A. STANDARD OF REVIEW
B. APPELLANT'S POST-RETIREMENT EMPLOYMENT AS INTERIM SUPERINTENDENT WAS AUTHORIZED BY N.J.S.A. 18[A]:66-53.2b AND NOT THE RE- ENROLLMENT PROVISIONS OF N.J.S.A. 18A:66-53.2a.
C. APPELLANT HAD A REASONABLE BELIEF THAT HER JULY 1, 2014 RETIREMENT WAS "DUE AND PAYABLE" AND THUS EFFECTIVE WHEN SHE RECEIVED HER FIRST PENSION CHECK ON AUGUST 1, 2014, AND THIS REQUIRES AN EQUITABLE REMEDY.
D. THE DIVISION OF PENSIONS AND BENEFITS RECEIVED A NOTIFICATION OF EMPLOYMENT AFTER RETIREMENT FORM INFORMING IT OF APPELLANT'S POST- RETIREMENT EMPLOYMENT IN NOVEMBER 2014 AND ITS FAILURE TO INFORM APPELLANT OF ANY ALLEGED VIOLATION UNTIL JULY 2017 REQUIRES AN EQUITABLE REMEDY.
E. THE TPAF BOARD'S REFUSAL TO CONSIDER AND APPLY THE ALJ'S FACTUAL FINDINGS AND CREDIBILITY DETERMINATIONS AND REACH AN EQUITABLE AND APPROPRIATE REMEDY
A-0784-20 11 IS ARBITRARY, CAPRICIOUS, AND UNREASONABLE.
I.
Judicial review of an agency's final decision is limited. Hayes v. Bd. of
Trustees of Police & Firemen's Ret. Sys., 421 N.J. Super. 43, 51 (App. Div.
2011).
Our "function is to determine whether the administrative action was
arbitrary, capricious or unreasonable." Burris v. Police Dep't W. Orange, 338
N.J. Super. 493, 496 (App. Div. 2001) (citing Henry v. Rahway State Prison, 81
N.J. 571, 580 (1980)); see also Aqua Beach Condo. Ass'n v. Dep't of Cmty.
Affairs,186 N.J. 5, 16 (2006). "The burden of demonstrating that the agency's
action was arbitrary, capricious or unreasonable rests upon the [party]

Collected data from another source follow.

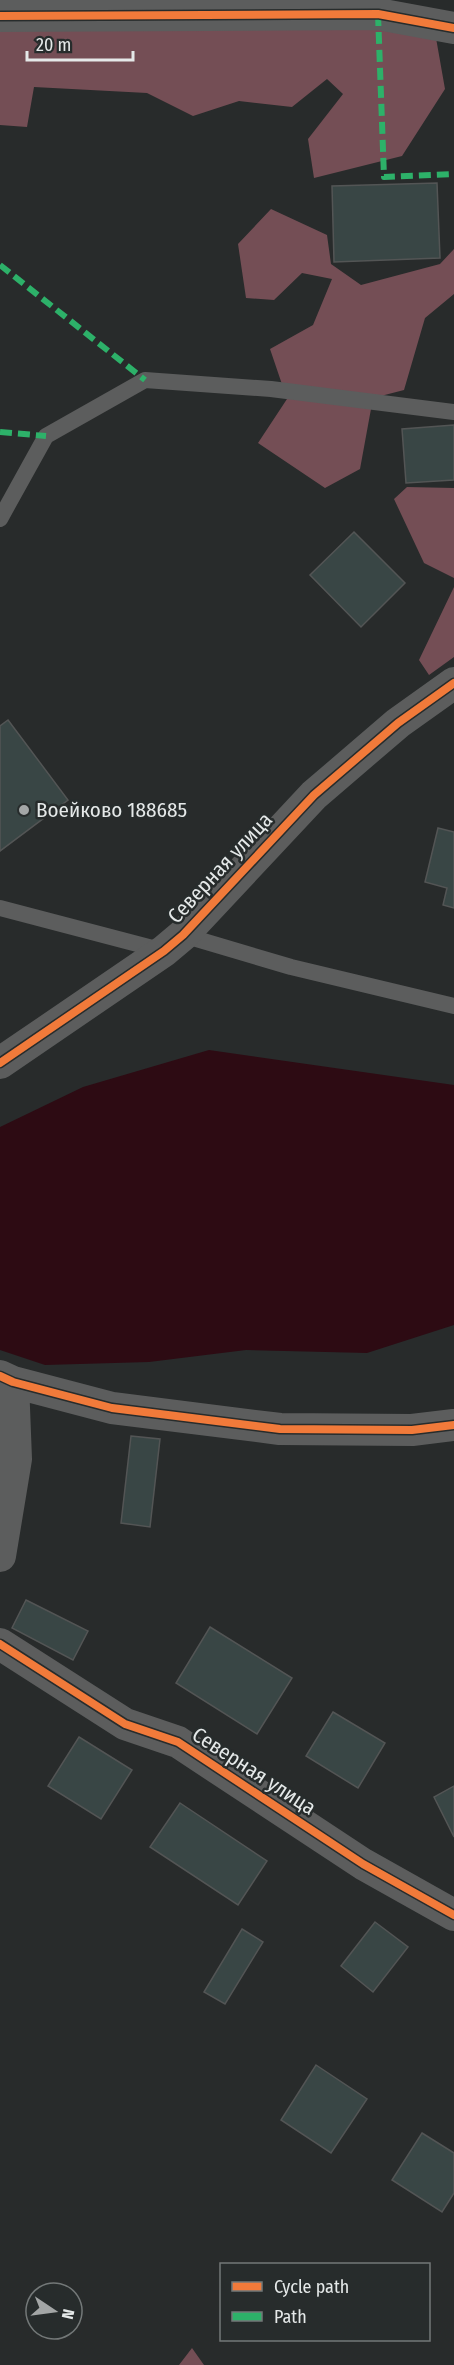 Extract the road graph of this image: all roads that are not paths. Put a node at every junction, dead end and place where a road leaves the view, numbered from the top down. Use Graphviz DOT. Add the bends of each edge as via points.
graph roads {
  1 [pos="199,7"];
  2 [pos="375,7"];
  3 [pos="0,16"];
  4 [pos="453,25"];
  5 [pos="454,412"];
  6 [pos="0,519"];
  7 [pos="454,682"];
  8 [pos="0,908"];
  9 [pos="174,943"];
  10 [pos="454,1006"];
  11 [pos="0,1063"];
  12 [pos="7,1379"];
  13 [pos="454,1425"];
  14 [pos="0,1556"];
  15 [pos="0,1644"];
  16 [pos="454,1915"];
  1 -- 2 [label="street"];
  1 -- 3 [label="street"];
  2 -- 4 [label="street"];
  5 -- 6 [label="lane" via="271,389 146,380 46,436"];
  7 -- 9 [label="street, Северная улица" via="398,723 314,795"];
  8 -- 9 [label="lane"];
  9 -- 10 [label="lane"];
  9 -- 11 [label="street, Северная улица"];
  12 -- 13 [label="street" via="112,1408 280,1430 412,1430"];
  12 -- 14 [label="street" via="16,1459"];
  15 -- 16 [label="street, Северная улица" via="125,1724 178,1742 363,1864"];
} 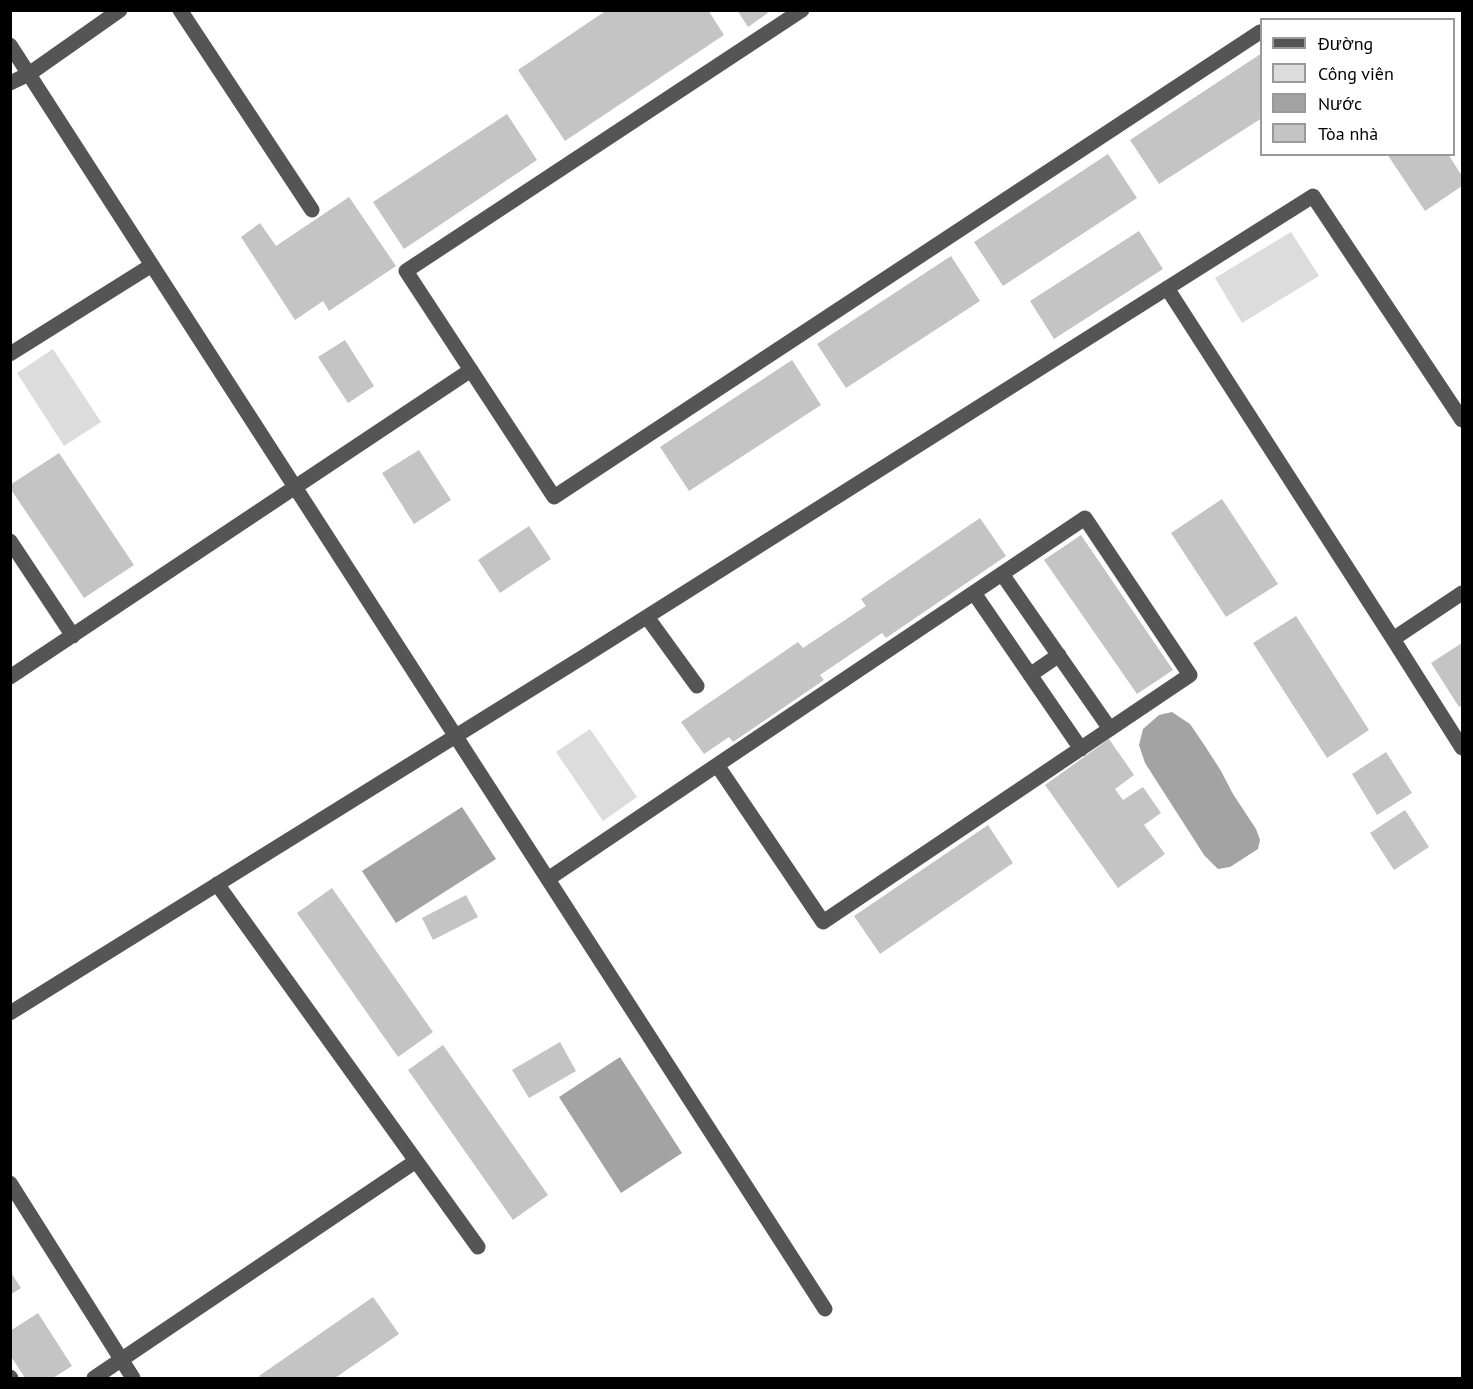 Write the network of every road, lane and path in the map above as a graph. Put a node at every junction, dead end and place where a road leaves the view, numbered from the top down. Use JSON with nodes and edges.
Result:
{"nodes":[{"id":1,"x":120,"y":10,"type":"edge"},
{"id":2,"x":180,"y":10,"type":"edge"},
{"id":3,"x":802,"y":10,"type":"edge"},
{"id":4,"x":1260,"y":32,"type":"dead end"},
{"id":5,"x":10,"y":45,"type":"edge"},
{"id":6,"x":29,"y":74,"type":"junction"},
{"id":7,"x":10,"y":83,"type":"edge"},
{"id":8,"x":312,"y":210,"type":"dead end"},
{"id":9,"x":152,"y":265,"type":"junction"},
{"id":10,"x":1167,"y":288,"type":"junction"},
{"id":11,"x":10,"y":354,"type":"edge"},
{"id":12,"x":471,"y":370,"type":"junction"},
{"id":13,"x":1462,"y":420,"type":"edge"},
{"id":14,"x":295,"y":487,"type":"junction"},
{"id":15,"x":10,"y":541,"type":"edge"},
{"id":16,"x":1002,"y":574,"type":"junction"},
{"id":17,"x":974,"y":593,"type":"junction"},
{"id":18,"x":1462,"y":593,"type":"edge"},
{"id":19,"x":647,"y":617,"type":"junction"},
{"id":20,"x":73,"y":636,"type":"junction"},
{"id":21,"x":1393,"y":639,"type":"junction"},
{"id":22,"x":1059,"y":655,"type":"junction"},
{"id":23,"x":1030,"y":675,"type":"junction"},
{"id":24,"x":10,"y":677,"type":"edge"},
{"id":25,"x":696,"y":686,"type":"dead end"},
{"id":26,"x":1110,"y":729,"type":"junction"},
{"id":27,"x":456,"y":736,"type":"junction"},
{"id":28,"x":1081,"y":748,"type":"junction"},
{"id":29,"x":1462,"y":748,"type":"edge"},
{"id":30,"x":717,"y":765,"type":"junction"},
{"id":31,"x":548,"y":879,"type":"junction"},
{"id":32,"x":217,"y":884,"type":"junction"},
{"id":33,"x":10,"y":1013,"type":"edge"},
{"id":34,"x":416,"y":1161,"type":"junction"},
{"id":35,"x":10,"y":1183,"type":"edge"},
{"id":36,"x":478,"y":1247,"type":"dead end"},
{"id":37,"x":825,"y":1309,"type":"dead end"},
{"id":38,"x":122,"y":1360,"type":"junction"},
{"id":39,"x":94,"y":1378,"type":"edge"},
{"id":40,"x":133,"y":1378,"type":"edge"}],
"edges":[{"from":1,"to":6,"type":"lane"},
{"from":2,"to":8,"type":"lane"},
{"from":3,"to":12,"type":"lane"},
{"from":4,"to":12,"type":"lane"},
{"from":5,"to":6,"type":"lane"},
{"from":6,"to":7,"type":"lane"},
{"from":6,"to":9,"type":"lane"},
{"from":9,"to":11,"type":"lane"},
{"from":9,"to":14,"type":"lane"},
{"from":10,"to":13,"type":"lane"},
{"from":10,"to":19,"type":"lane"},
{"from":10,"to":21,"type":"lane"},
{"from":12,"to":14,"type":"lane"},
{"from":14,"to":20,"type":"lane"},
{"from":14,"to":27,"type":"lane"},
{"from":15,"to":20,"type":"lane"},
{"from":16,"to":17,"type":"lane"},
{"from":16,"to":22,"type":"lane"},
{"from":16,"to":26,"type":"lane"},
{"from":17,"to":23,"type":"lane"},
{"from":17,"to":30,"type":"lane"},
{"from":18,"to":21,"type":"lane"},
{"from":19,"to":25,"type":"lane"},
{"from":19,"to":27,"type":"lane"},
{"from":20,"to":24,"type":"lane"},
{"from":21,"to":29,"type":"lane"},
{"from":22,"to":23,"type":"lane"},
{"from":22,"to":26,"type":"lane"},
{"from":23,"to":28,"type":"lane"},
{"from":26,"to":28,"type":"lane"},
{"from":27,"to":31,"type":"lane"},
{"from":27,"to":32,"type":"lane"},
{"from":28,"to":30,"type":"lane"},
{"from":30,"to":31,"type":"lane"},
{"from":31,"to":37,"type":"lane"},
{"from":32,"to":33,"type":"lane"},
{"from":32,"to":34,"type":"lane"},
{"from":34,"to":36,"type":"lane"},
{"from":34,"to":38,"type":"lane"},
{"from":35,"to":38,"type":"lane"},
{"from":38,"to":39,"type":"lane"},
{"from":38,"to":40,"type":"lane"}]}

challenging the administrative action." In re Arenas, 385 N.J. Super. 440, 443–
44, 897 (App. Div. 2006) (citing McGowan v. New Jersey State Parole Bd., 347
N.J. Super. 544, 563 (App. Div. 2002); Barone v. Dep't of Human Servs., 210
N.J. Super. 276, 285 (App. Div. 1986)).
We are not bound by an agency's decision on a question of law. Thurber
v. City of Burlington, 191 N.J. 487, 502 (2007). According substantial
deference to an agency's interpretation of the relevant statutes does not mean
deference is owed where the interpretation is "plainly unreasonable." Stevens
A-0784-20 12 v. Bd. of Trs., 294 N.J. Super. 643, 652 (App. Div. 1996); Haley v. Bd. of
Review, Dep't of Labor, 245 N.J. 511, 519 (2021).
The Board interprets N.J.A.C. 17:3-6.2 and N.J.A.C. 17:3-6.3 to mean the
"due and payable" date was Golden's date of retirement. Those provisions state:
17:2–6.2 Effective date A member's retirement allowance shall not become due and payable until 30 days after the date the Board approved the application for retirement or 30 days after the date of the retirement, whichever is later.
17:2–6.3 Effective dates; change (b) If a member requests a change of retirement date or option selection before the member's retirement allowance becomes due and payable, said change will require approval of the Board and the revised retirement allowance shall not become due and payable until 30 days have elapsed following the effective date or the date the Board met and approved the change in the member's retirement application, whichever is later.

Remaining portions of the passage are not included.